Li Yuan didn't miss the edge of satisfaction in Chen Zhen's confident smile as he pointed at Xu Chen and tossed out a few meaningless insults.
"And recently," the man continued, lowering his voice, "there've been more rumors about him."
"What kind of rumors?" Li Yuan asked.
"About his engagement." The man nodded. "They say the sect leader's daughter broke it off herself a few days ago. Right in the middle of the Merit Hall. Insulted him in front of everyone, tossed him a bag of spirit stones as compensation, and walked away."
Xiao Yan. Hello?
"Did they sign a three year agreement?" He asked.
"A three year what?" The disciple asked, giving him a confused look.
"No. Forget about it." He said. "It's pretty cold though. What she did."
"Maybe. But that's how the world works," the man said with a casual shrug.
"Well… you're not wrong," Li Yuan admitted. It might sound hypocritical, but he wouldn't want his own sister or daughter marrying a cripple either. Still, he also wouldn't humiliate the man in public. That was just rubbing salt in the wound. Simple cruelty for the sake of it. "So what led to this?"

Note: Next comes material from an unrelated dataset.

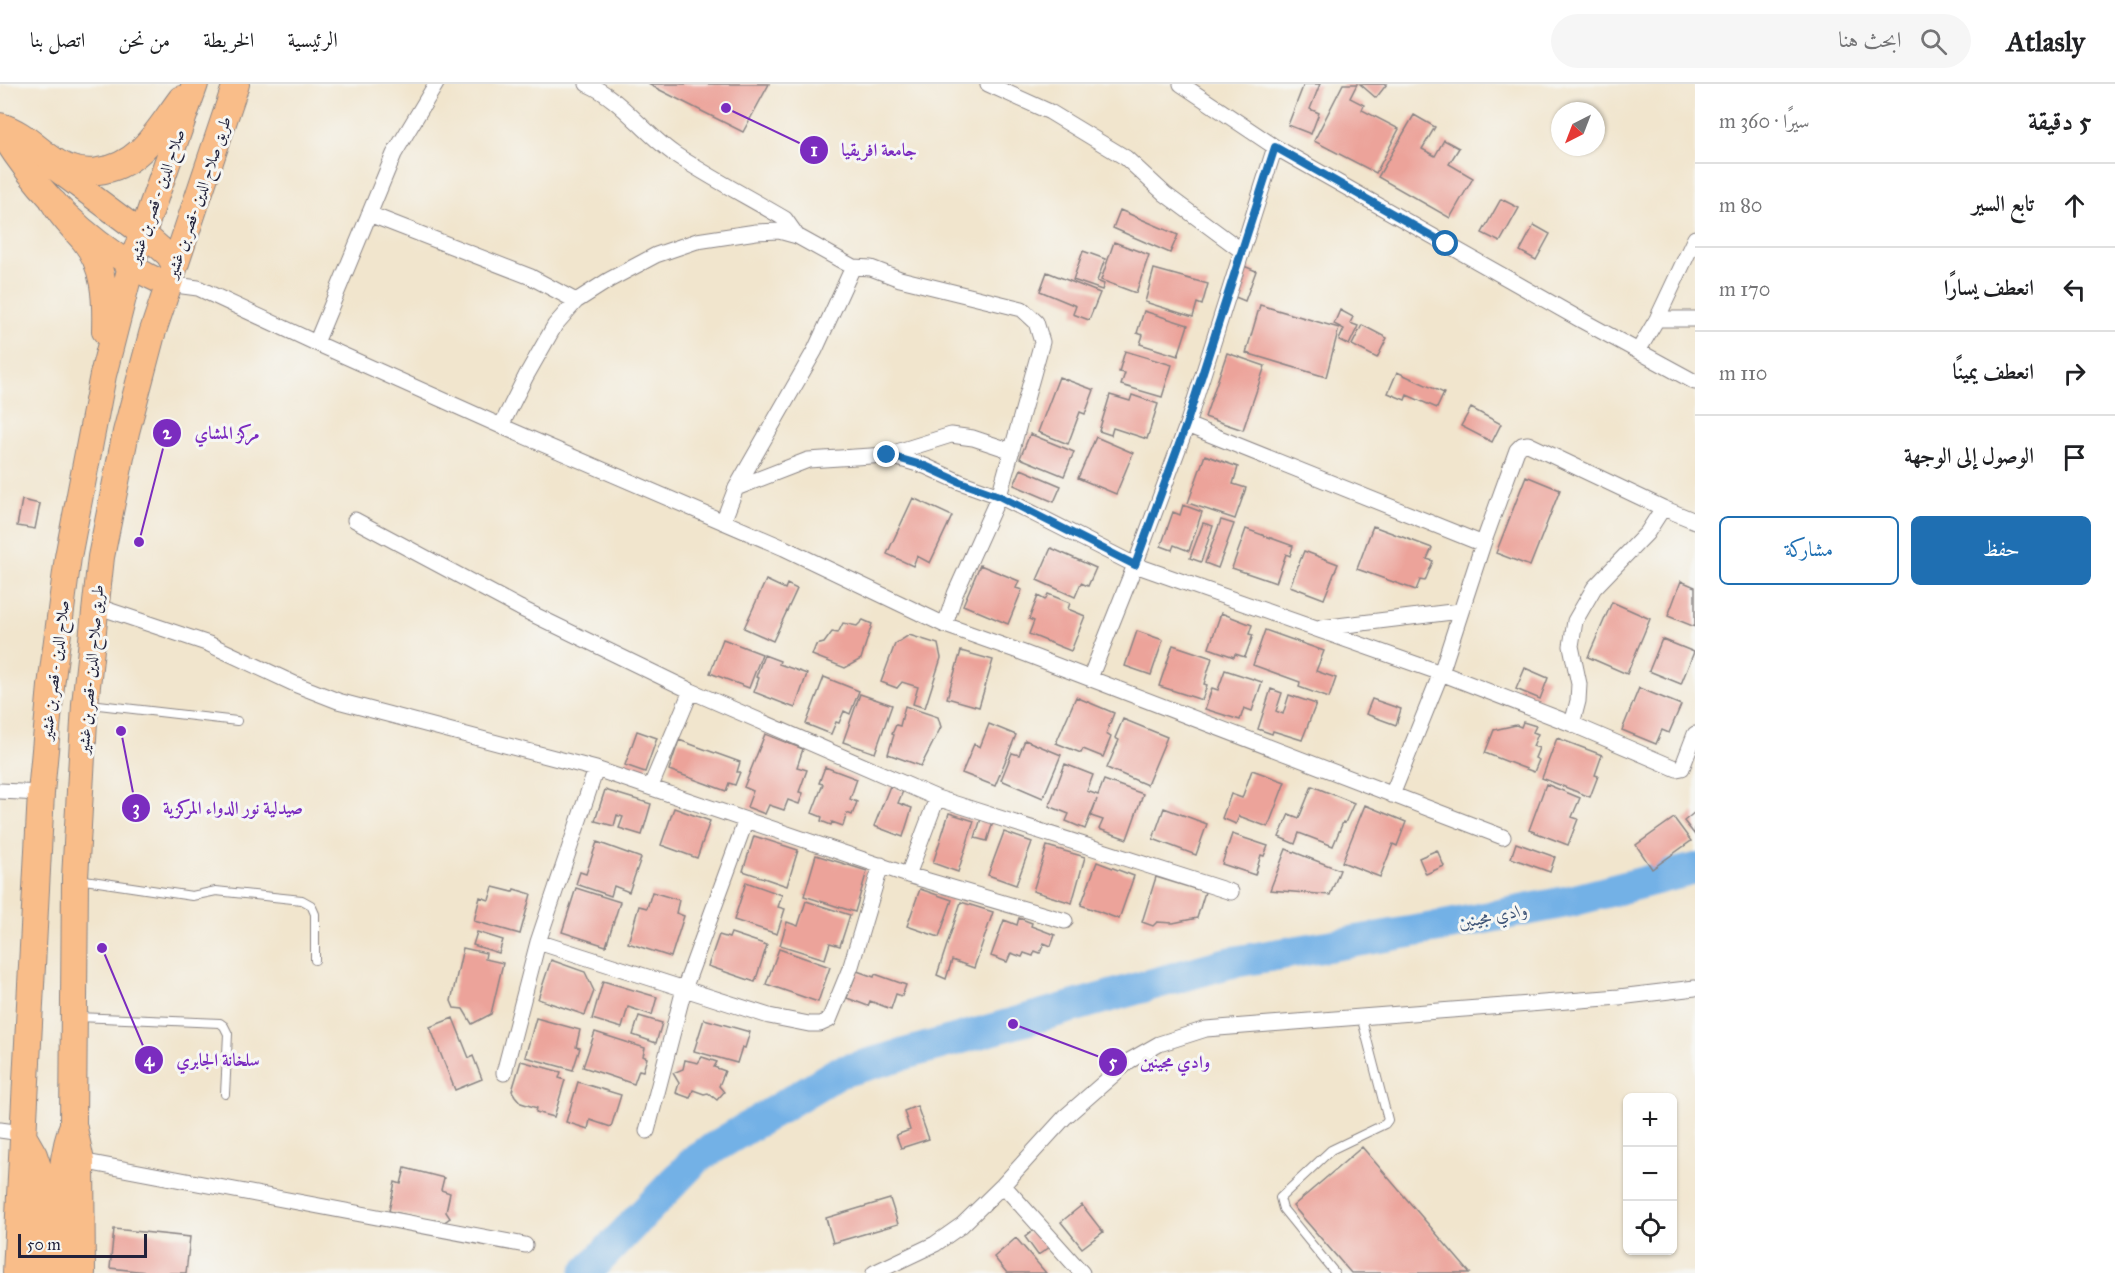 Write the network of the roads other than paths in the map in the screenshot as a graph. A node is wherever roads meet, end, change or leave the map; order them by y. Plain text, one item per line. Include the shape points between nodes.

"Who knows?" The man shrugged. "One's a rising genius, the other a fallen one. A hundred things could've caused it. Honestly, I'm surprised he's still here. I thought he'd leave the sect after the broken engagement. Though I doubt it'll be long before he drops back to Body Tempering. At that point…"
"…Expulsion," Li Yuan finished, being familiar enough with the sect's rules that only ever apply when you're the one getting fucked.
"Exactly."
Silence stretched between them.
Li Yuan looked at Xu Chen again—the tattered robes, the hollow cheeks, the defiant eyes that refused to lower, no matter how many insults the crowd hurled at him.
'He's resilient, if nothing else.' He thought, feeling that he himself would've given up on life a long time ago if he suffered the same fate.
But then again. If you're gonna pose as Protagonist Stereotype #3 then you need to have this level of resilience at least.
As if to prove him right, the golden halo above Xu Chen's head continued to burn steadily. Unmoved by the ridicule or the tough circumstances Xu Chen was going through.
'A Son of Heaven wouldn't fall that easily,' he thought as the fight finally began.
Chen Zhen tossed out one last insult, something-something about his ex-fiancee, and Xu Chen finally snapped, lunging forward with his sword raised high.
Li Yuan expected… something. A sudden eruption of power. A miracle. Xu Chen overwhelming Chen Zhen despite the gap, silencing everyone who had mocked him.
But it seemed like they were still too early for this particular plot. Because the fight unfolded exactly as one would expect between a first-stage and a tenth-stage Qi Condensation cultivator. Or whatever realm Chen Zhen was at.
Chen Zhen sidestepped the clumsy strike and knocked Xu Chen out with a single punch.
He didn't even use his sword to end the fight.
That, more than anything else, felt like the final insult.
The crowd quickly lost interest after the disappointing fight and dispersed. But Li Yuan didn't move. His gaze stayed fixed on Xu Chen's unconscious body, the golden halo above his head still burning brightly.
Then he focused on the halo.
And a vision unfolded in front of his eyes.